But recruiting is only the first part of a two-step process. It takes charisma to convince someone to join you, but anyone can have charisma. It takes dedication, strength, and care to get them to stick around. In ME2, crew members initially join up for relatively fickle reasons: Tali and Garrus because they were old friends, Mordin and Samara because they want a new challenge, Jack because of her history with Cerberus, etc. These reasons are good enough to help someone out, but they’re not going to make anyone want to die for you.

Yet that is precisely what Shepard is asking this “company of honorable heroes” (Samara’s words) to do, so it stands to reason that she should give something back. The loyalty missions are a great tool to develop interpersonal allegiances. The absolute best thing about loyalty missions is that they are not required: once the recruiting is done, about 20 hours into the game, you can proceed with the last few story missions and end it all within a few hours. But of course, that leads to a pretty nasty ending, as any member of the team who is not loyal will inevitably perish in the suicide mission. In 2010, some first-time players learned this the hard way, and it’s only because I play games as a completionist that I didn’t have to witness such carnage: I certainly didn’t know until the very end that ensuring a team member’s loyalty was the defining factor of their survival odds.

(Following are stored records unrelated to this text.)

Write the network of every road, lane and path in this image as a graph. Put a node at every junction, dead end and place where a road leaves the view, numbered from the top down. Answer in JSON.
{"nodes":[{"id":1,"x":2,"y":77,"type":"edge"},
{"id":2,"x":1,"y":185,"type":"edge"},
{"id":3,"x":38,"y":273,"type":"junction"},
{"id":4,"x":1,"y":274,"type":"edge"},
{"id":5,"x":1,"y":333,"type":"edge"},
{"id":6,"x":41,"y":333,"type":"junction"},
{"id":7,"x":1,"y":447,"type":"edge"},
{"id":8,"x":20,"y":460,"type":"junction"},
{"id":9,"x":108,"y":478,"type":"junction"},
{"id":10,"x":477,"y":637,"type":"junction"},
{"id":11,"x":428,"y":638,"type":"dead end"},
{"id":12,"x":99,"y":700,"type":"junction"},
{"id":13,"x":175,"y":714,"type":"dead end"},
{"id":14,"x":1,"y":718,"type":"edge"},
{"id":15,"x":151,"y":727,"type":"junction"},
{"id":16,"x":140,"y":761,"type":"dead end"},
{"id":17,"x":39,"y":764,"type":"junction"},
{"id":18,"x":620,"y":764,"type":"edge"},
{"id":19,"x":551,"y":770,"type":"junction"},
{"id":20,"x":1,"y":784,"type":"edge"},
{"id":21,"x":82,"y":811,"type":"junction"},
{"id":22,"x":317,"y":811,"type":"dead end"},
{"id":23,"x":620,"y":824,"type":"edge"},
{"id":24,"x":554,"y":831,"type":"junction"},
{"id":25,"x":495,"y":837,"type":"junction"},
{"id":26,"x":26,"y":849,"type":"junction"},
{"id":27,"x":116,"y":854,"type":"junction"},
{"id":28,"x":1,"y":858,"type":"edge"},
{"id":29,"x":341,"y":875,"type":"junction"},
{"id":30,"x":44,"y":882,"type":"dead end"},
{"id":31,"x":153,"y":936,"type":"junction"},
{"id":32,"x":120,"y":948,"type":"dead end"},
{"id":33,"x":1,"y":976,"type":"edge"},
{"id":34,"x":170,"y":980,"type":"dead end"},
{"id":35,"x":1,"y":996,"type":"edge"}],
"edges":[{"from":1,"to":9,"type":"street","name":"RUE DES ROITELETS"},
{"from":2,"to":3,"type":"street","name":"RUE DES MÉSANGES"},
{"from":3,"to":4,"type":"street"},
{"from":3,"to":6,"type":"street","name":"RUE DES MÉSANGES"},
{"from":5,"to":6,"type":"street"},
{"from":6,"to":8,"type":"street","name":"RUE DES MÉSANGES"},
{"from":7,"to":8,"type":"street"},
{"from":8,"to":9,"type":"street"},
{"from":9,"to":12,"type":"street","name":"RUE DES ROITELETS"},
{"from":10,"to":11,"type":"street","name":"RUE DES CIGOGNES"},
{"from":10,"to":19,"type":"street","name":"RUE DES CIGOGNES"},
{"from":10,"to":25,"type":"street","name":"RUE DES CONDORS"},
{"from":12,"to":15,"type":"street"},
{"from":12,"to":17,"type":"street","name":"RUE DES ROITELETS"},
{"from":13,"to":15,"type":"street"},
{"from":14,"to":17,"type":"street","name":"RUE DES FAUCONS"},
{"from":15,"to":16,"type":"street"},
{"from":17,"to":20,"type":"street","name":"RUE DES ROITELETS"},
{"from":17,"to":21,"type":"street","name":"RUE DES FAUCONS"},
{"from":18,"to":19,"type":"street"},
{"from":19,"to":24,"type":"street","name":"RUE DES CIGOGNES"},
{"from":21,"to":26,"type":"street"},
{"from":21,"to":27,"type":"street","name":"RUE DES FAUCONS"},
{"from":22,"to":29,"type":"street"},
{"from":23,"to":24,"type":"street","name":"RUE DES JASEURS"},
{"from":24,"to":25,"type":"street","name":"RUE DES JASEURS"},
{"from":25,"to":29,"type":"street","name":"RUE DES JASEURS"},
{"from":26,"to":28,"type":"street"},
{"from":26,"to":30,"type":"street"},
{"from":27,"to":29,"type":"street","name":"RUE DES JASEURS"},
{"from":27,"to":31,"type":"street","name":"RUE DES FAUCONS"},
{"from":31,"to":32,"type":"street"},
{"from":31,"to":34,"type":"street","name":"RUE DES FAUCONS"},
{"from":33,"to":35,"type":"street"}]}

Although, to be honest, the signs were there. The game advertises loyalty missions as more than just side quests. They are indicated on the galaxy map in the same way as main story missions; they are introduced (via Kelly) by fully voiced and animated cutscenes; Shepard says often that she wants everyone “at their best”; and the Cerberus debrief at the end of each mission reads that the character Shepard just helped should be “clear-headed enough” for the upcoming mission. Hindsight is 20/20, but in retrospect, it should have been obvious that loyalty missions would have some effect at the end. Still, I can’t blame players for not expecting another super-linear gaming experience like in ME1, where almost nothing you did had any effect whatsoever on anything else, and let alone on the ending. (Let’s keep this in mind for ME3, too, since  a common complaint is that our choices throughout the trilogy don’t matter at the end... yeah right).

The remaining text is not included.